In order to build the code, open the repository root as a CMake project using Visual Studio 2019. Visual Studio 2017 will probably work too. There are no dependencies required to make a normal build of the project. To build a 4 KB version you have to download Crinkler and put its executable into the bin/
folder.
Since this demo is designed to fit in a 4 KB executable, the code is a bit hacky and can't follow some best practices for C++ and OpenGL. In particular, it contains a lot of platform-specific code, uses global variables, legacy OpenGL features, and unsafe C-style string functions to reduce the generated code size.
This demo supports control of various particle system parameters:
- Keys 1-9: number of particles
- Shift & Ctrl: time speed
- Left & Right arrows: change the time direction
- Up & Down arrows: when pressed speeds up (x5) the animation in forward or backward direction respectively
- P - pause or resume
- I - restart the particle system
- Esc - exit
Unlike most existing methods, my technique doesn't do any step by step simulation. Instead, particle trajectory, size, color and other parameters are defined as functions of time. The absolute time is also used to figure out which particles are alive and when they were born. So this implementation allows for time travel or controlling its speed by changing the absolute time variable accordingly.
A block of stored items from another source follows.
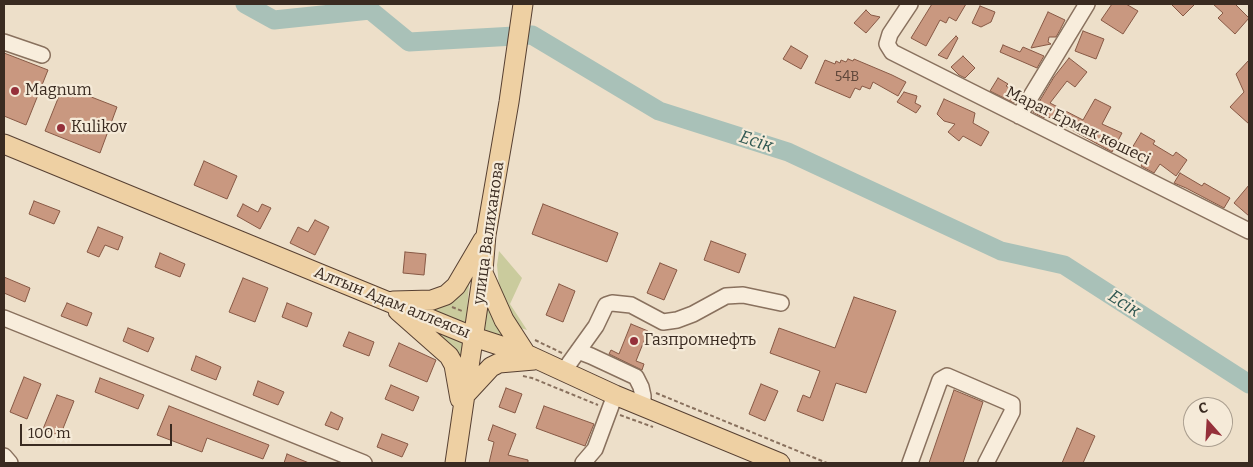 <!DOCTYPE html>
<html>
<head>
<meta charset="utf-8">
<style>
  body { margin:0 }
  #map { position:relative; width:1253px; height:467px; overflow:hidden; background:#eddfc9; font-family:Bitter,serif }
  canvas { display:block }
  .frame { position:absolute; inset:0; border:5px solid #3a2b21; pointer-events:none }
  .north { position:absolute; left:1183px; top:397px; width:50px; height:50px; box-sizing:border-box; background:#f5ead8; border:1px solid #aa9e8f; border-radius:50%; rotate:341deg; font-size:14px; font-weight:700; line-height:20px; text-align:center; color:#3a2b21 }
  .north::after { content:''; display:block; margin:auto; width:18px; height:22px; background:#95303a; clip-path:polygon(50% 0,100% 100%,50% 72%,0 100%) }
  .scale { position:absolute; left:20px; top:424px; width:152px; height:22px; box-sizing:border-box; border:2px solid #3a2b21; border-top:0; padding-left:6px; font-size:15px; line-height:18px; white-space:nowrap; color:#3a2b21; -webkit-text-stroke:4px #f5ead8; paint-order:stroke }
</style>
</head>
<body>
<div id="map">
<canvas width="1253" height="467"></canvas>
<div class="frame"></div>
<div class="north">С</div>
<div class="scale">100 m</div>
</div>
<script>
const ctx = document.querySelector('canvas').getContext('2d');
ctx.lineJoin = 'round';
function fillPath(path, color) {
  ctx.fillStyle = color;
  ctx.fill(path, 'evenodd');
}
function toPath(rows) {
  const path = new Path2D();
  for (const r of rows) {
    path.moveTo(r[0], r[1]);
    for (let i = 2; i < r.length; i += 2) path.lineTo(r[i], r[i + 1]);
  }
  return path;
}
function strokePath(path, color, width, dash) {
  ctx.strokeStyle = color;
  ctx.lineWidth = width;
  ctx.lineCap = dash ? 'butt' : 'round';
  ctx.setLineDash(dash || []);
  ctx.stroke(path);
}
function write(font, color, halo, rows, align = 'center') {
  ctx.font = font + ' Bitter,serif';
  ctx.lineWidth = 4.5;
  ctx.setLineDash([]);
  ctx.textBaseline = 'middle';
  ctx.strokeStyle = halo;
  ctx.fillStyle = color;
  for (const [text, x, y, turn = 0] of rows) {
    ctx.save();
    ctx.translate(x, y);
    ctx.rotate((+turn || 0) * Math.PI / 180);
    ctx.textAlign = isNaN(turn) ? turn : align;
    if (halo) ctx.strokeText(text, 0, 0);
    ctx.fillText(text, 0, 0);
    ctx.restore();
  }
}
fillPath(toPath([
  [499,251,522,278,510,304,527,330,511,325,499,286,497,265],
  [470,272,466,324,409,306],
  [485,281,516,349,482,330],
  [422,322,465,339,463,383]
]), '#cacb9d');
strokePath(toPath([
  [245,4,274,20,370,10,409,42,532,35,659,111,788,152,1001,251,1064,265,1249,384]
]), '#a9c1b8', 19);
const building = toPath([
  [932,4,966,4,956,21,949,17,946,23,940,20,926,46,911,38,932,4],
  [1112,4,1126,4,1138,11,1123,34,1101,20,1112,4],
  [1171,4,1195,4,1183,16,1171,4],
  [1213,4,1235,4,1249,18,1235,34,1218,18,1223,13,1213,4],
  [980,6,995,12,991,22,981,27,972,23,980,6],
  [866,10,871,15,880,17,866,33,854,23,866,10],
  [1048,12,1065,20,1060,30,1056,37,1049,37,1048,42,1051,44,1031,48,1048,12],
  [1083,31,1104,39,1096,59,1075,51,1083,31],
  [956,36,958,38,947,59,938,55,956,36],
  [1003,45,1020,52,1023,47,1044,56,1037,68,1000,52,1003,45],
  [791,46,808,56,801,69,783,59,791,46],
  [4,53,48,70,26,125,4,116,4,53],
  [963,56,975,68,965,78,959,75,951,67,963,56],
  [1069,58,1087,72,1075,87,1067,81,1050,103,1083,120,1095,99,1111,107,1102,124,1122,133,1112,152,1045,115,1044,118,1033,112,1054,77,1069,58],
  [848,59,853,61,854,59,892,75,906,82,898,96,873,82,870,89,862,86,860,90,855,88,850,98,815,83,825,60,835,64,836,61,840,63,841,60,846,62,848,59],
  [1249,60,1249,124,1230,107,1244,92,1236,74,1249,60],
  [998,78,1008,84,1006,86,1019,93,1014,103,990,91,998,78],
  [63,86,117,107,100,153,45,131,63,86],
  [904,92,917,96,915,103,921,106,916,113,897,102,904,92],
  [944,99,975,113,973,123,989,132,981,146,963,136,959,141,948,132,955,124,944,121,937,114,944,99],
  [1141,133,1155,141,1153,144,1173,156,1176,152,1187,160,1176,176,1160,164,1154,173,1141,166,1144,161,1129,153,1141,133],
  [204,161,237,176,227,199,194,185,204,161],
  [1180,173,1202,186,1204,183,1230,198,1224,208,1186,188,1174,183,1180,173],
  [1249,185,1249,216,1234,203,1249,185],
  [34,201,60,211,54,224,29,214,34,201],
  [243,204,258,212,262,204,271,208,260,229,237,216,243,204],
  [543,204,618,233,607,262,532,234,543,204],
  [315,220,329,227,315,255,290,243,298,227,308,232,315,220],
  [98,227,123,237,118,250,105,245,99,257,87,252,98,227],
  [711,241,746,254,739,273,704,260,711,241],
  [405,252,426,254,424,275,403,273,405,252],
  [160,253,185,264,180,277,155,267,160,253],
  [660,263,677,270,664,300,647,293,660,263],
  [4,277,30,288,25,302,4,293,4,277],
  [243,278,268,288,255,322,229,312,243,278],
  [559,284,575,291,563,322,546,315,559,284],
  [854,297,896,311,866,393,836,383,823,421,797,411,803,395,810,398,820,371,770,353,779,328,835,348,854,297],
  [67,303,92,313,87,326,61,316,67,303],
  [287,303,312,313,307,327,282,317,287,303],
  [631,324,648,331,636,361,644,364,642,370,609,354,611,350,619,354,631,324],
  [128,328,154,338,148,352,123,341,128,328],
  [349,332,374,342,369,356,343,346,349,332],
  [399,343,436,360,427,382,389,366,399,343],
  [196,356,221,367,216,380,191,370,196,356],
  [24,377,41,384,27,419,10,412,24,377],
  [100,378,144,395,138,409,95,392,100,378],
  [258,381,284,392,278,405,253,395,258,381],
  [761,384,778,391,765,421,749,414,761,384],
  [391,385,419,397,413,411,385,399,391,385],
  [506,388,522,394,515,413,499,407,506,388],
  [954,390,983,402,963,463,929,463,954,390],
  [57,395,74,401,60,436,43,429,57,395],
  [169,406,269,445,263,459,207,438,202,452,157,435,169,406],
  [544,406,594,424,585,446,536,428,544,406],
  [331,412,343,418,338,430,325,425,331,412],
  [493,425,516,434,508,455,528,460,528,463,489,463,494,442,488,440,493,425],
  [1077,428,1095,436,1083,463,1062,463,1077,428],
  [382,434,408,444,402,457,377,447,382,434],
  [287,454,309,463,284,463,287,454]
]);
fillPath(building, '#c99880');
strokePath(building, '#875945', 1);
const minor = toPath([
  [910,4,890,34,887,44,892,52,1249,231],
  [4,42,42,55],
  [1019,116,1087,4],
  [4,318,364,463],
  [578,351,591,356,636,377,641,387,643,396,643,407],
  [563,372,596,326,606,305,612,303,631,305,663,322,677,320,693,314,726,296,743,295,781,303],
  [4,456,10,463],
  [583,463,595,449,615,395],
  [910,463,940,380,947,376,1012,404,1012,412,986,463]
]);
const major = toPath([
  [4,144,474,337,526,354,615,395,780,463],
  [483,273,504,320,526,354],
  [393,301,432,300,446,295,456,286,483,240],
  [398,311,449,356,454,365,460,399],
  [466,394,491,367,499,363,534,360],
  [455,463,483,271,486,235,509,102,523,4]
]);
strokePath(minor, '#89715e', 18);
strokePath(major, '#574032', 21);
strokePath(toPath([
  [452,307,462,311],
  [535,340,562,353],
  [523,376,532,378,598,405],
  [656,393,827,463],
  [620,415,653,427]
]), '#89715e', 2, [4, 2.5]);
strokePath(minor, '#f8eddc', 15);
strokePath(major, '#eed0a3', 19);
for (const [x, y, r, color] of [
  [15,91,5,"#95303a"],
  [61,128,5,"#95303a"],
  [634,341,5,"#95303a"]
]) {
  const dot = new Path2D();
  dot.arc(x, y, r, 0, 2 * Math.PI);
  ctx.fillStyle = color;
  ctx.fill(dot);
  strokePath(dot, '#f5ead8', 2);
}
write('14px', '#5e4639', null, [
  ["54В",847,77]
]);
write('16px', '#3a2b21', '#f5ead8', [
  ["Magnum",25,91],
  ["Kulikov",71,128],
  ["Газпромнефть",644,341]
], 'left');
write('16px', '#3a2b21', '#f5ead8', [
  ["Марат Ермак көшесі",1078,126,26],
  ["улица Валиханова",489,233,-82],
  ["Алтын Адам аллеясы",392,303,22]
]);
write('italic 18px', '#315953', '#f5ead8', [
  ["Есік",756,142,18],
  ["Есік",1124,304,33]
]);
</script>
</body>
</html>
Most of the work is done in a vertex shader. Its template is hard-coded in shader.h
. Particle trajectory, color and other formulas are moved into demo.cpp
to allow creation of multiple different particle systems from a single shader template, although this capability isn't used by the demo now.
This method is the only way I know to simulate particles on the GPU that can be implemented in unextended OpenGL ES 2.0. For example, it works with Mali 400 GPU which has no support for vertex textures, PBO, transform feedback or compute shaders.